When it comes to sugary drinks, he added, "I don't think they need to be banned, but what I think they need to be is regulated."

And regulation and taxes appear to have an impact on sales of other products. On April 1, 2009, a huge jump in the tobacco tax pushed a record number of smokers to try to quit. Public health advocates believe a soda tax would convince Americans to give up their sugary drinks as well. Dr. Kelly Brownell of Yale University argues that "we can't sit around anymore and argue for the status quo." He's co-author of a controversial paper in the New England Journal of Medicine. He proposes taxing sugary beverages in order to prevent obesity-related disease.

Dr. Brownell says we are in crisis. He said, "This is the first time in history where our health experts are asking whether our children will lead shorter lives than their parents do."

The Sugar Association strongly disagrees with a sugar tax and, in a statement, said: "Selective taxation is an issue beyond the realm of science. The belief that sugar consumption needs to restricted is not supported by the totality of scientific evidence."

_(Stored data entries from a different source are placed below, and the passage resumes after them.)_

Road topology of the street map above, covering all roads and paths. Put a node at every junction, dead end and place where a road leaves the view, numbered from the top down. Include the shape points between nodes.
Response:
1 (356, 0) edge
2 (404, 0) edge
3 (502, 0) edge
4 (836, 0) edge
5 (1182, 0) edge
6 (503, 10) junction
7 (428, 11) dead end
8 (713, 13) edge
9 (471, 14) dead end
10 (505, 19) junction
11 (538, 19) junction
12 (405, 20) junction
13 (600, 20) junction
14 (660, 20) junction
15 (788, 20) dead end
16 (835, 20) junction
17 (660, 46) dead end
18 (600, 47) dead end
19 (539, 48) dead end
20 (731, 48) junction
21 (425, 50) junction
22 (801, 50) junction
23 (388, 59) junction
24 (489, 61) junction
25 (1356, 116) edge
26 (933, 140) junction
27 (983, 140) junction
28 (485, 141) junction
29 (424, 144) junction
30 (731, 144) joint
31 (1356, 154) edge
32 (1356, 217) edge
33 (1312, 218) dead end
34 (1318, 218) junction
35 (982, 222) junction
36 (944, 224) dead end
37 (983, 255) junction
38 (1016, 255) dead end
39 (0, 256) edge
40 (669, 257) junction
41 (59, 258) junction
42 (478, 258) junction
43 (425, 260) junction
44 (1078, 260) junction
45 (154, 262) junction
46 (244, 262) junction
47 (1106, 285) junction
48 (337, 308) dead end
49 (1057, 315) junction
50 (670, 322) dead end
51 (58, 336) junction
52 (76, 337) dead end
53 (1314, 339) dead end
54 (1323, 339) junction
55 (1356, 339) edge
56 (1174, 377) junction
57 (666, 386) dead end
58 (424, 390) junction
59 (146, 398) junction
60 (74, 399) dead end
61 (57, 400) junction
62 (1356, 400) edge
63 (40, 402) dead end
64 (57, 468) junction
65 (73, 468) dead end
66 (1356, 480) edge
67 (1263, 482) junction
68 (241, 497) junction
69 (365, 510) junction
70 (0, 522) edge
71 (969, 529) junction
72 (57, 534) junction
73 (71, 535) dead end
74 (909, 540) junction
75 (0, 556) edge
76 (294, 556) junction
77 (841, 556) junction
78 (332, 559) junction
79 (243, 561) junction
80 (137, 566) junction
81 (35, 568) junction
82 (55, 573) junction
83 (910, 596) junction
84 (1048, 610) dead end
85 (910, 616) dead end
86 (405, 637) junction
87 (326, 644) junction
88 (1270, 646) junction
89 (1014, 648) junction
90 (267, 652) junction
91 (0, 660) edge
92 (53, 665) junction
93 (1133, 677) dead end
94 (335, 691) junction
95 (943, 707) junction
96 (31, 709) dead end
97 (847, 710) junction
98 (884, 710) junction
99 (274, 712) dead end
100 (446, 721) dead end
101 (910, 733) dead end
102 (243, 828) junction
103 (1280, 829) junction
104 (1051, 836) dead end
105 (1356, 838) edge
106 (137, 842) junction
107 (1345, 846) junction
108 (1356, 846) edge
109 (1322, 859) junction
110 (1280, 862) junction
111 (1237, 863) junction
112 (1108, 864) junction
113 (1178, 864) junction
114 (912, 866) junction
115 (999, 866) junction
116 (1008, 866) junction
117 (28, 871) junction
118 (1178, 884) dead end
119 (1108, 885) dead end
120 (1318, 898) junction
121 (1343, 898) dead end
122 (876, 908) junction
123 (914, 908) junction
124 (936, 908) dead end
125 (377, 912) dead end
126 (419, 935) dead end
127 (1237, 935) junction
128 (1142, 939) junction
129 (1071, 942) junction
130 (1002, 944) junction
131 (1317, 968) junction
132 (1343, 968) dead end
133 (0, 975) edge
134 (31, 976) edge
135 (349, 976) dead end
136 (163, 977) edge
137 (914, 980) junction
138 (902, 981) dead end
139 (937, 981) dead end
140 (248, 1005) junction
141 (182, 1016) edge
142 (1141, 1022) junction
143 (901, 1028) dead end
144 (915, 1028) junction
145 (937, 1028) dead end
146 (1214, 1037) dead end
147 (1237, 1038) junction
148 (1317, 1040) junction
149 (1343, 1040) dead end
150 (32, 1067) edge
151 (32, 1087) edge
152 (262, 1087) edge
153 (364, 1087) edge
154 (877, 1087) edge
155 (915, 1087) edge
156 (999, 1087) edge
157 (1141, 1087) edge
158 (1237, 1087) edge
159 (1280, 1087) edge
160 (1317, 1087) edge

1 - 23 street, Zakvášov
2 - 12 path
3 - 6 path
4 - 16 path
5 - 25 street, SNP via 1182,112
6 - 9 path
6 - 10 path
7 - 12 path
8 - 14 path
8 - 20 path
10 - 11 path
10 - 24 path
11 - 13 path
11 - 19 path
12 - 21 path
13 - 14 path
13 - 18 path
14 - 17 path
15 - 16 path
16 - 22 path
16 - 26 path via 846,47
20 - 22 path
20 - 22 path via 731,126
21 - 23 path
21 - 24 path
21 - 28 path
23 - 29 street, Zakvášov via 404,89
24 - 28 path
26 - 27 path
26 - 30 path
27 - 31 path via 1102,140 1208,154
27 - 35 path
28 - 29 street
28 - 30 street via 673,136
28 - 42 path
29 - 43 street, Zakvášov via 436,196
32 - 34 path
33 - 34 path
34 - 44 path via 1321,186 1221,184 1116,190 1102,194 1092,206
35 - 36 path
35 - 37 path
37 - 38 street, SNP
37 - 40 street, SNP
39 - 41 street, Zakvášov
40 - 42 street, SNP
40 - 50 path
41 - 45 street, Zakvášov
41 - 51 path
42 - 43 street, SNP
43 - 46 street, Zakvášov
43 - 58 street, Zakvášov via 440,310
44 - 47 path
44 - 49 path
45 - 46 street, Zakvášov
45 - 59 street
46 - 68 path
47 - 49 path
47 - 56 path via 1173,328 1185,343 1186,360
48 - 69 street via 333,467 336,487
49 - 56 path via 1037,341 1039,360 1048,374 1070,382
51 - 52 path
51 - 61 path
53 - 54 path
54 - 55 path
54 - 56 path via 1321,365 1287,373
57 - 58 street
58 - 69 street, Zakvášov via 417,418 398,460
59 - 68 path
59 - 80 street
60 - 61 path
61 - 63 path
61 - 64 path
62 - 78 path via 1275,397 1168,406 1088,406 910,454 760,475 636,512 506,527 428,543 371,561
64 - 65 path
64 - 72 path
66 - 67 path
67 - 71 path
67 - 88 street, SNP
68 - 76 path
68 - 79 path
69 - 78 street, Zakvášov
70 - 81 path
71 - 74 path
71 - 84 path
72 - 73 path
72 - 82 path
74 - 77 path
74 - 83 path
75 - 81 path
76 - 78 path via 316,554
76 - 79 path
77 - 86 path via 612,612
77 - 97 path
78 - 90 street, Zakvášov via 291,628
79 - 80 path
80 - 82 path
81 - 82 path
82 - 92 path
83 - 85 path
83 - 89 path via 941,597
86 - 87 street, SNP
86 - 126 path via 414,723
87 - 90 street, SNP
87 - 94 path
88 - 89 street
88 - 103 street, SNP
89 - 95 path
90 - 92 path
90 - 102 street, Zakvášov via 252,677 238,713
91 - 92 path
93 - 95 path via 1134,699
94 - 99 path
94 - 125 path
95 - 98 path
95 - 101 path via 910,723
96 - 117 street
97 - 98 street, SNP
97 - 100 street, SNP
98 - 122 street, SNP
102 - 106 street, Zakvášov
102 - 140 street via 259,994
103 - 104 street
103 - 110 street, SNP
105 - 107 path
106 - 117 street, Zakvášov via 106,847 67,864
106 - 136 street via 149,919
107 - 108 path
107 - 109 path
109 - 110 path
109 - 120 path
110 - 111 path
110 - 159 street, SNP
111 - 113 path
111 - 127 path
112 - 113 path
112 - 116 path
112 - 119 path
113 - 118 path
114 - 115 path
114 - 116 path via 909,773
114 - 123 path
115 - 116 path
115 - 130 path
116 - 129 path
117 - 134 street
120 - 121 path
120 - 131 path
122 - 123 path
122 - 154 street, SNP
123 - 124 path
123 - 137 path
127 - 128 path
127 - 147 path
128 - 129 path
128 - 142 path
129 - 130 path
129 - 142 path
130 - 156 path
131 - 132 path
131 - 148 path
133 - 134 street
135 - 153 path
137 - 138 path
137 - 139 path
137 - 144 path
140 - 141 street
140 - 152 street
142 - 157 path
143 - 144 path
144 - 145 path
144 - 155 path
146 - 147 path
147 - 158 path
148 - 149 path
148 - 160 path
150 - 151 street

Cardiologist Dr. James Rippe speaks for the Corn Refiners Association and says high fructose corn syrup is also being unfairly demonized.

"We have to stop being crazy about this and recognize that all sugars should be consumed in moderation," he said.

Nutrition experts from Harvard have proposed a new class of drinks that are low sugar with no more than 1 gram of sugar per ounce and no artificial sweeteners. The idea is to re-educate the American palate so we get used to a little less sweet.

Dr. Lustig warns the clock is ticking and drastic measures are required. "I am paralyzed with fear," he said. "This is horrible we are going to lose an entire generation of Americans."